START Source material
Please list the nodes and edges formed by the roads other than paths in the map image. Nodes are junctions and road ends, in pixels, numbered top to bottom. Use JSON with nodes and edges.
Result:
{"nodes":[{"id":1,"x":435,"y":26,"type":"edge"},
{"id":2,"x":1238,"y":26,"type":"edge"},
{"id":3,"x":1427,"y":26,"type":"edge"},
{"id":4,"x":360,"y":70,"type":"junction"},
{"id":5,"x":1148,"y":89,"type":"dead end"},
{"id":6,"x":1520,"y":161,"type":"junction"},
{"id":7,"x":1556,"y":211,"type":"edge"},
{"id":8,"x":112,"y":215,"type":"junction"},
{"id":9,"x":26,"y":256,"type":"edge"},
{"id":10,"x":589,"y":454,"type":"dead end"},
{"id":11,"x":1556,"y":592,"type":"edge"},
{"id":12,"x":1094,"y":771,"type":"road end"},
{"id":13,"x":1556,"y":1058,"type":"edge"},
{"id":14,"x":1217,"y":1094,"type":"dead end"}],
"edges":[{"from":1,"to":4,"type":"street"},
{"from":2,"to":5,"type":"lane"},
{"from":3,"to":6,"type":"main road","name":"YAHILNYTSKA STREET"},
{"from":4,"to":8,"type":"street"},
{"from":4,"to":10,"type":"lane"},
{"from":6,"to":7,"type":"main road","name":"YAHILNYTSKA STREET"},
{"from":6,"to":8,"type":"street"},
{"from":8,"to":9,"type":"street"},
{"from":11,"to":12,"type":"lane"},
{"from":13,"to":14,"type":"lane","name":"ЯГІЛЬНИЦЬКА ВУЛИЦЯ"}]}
END Source material
> _Problem requirements_
Find the lines above that include the string "main" and copy them.

> _Answer area_
{"from":3,"to":6,"type":"main road","name":"YAHILNYTSKA STREET"},
{"from":6,"to":7,"type":"main road","name":"YAHILNYTSKA STREET"},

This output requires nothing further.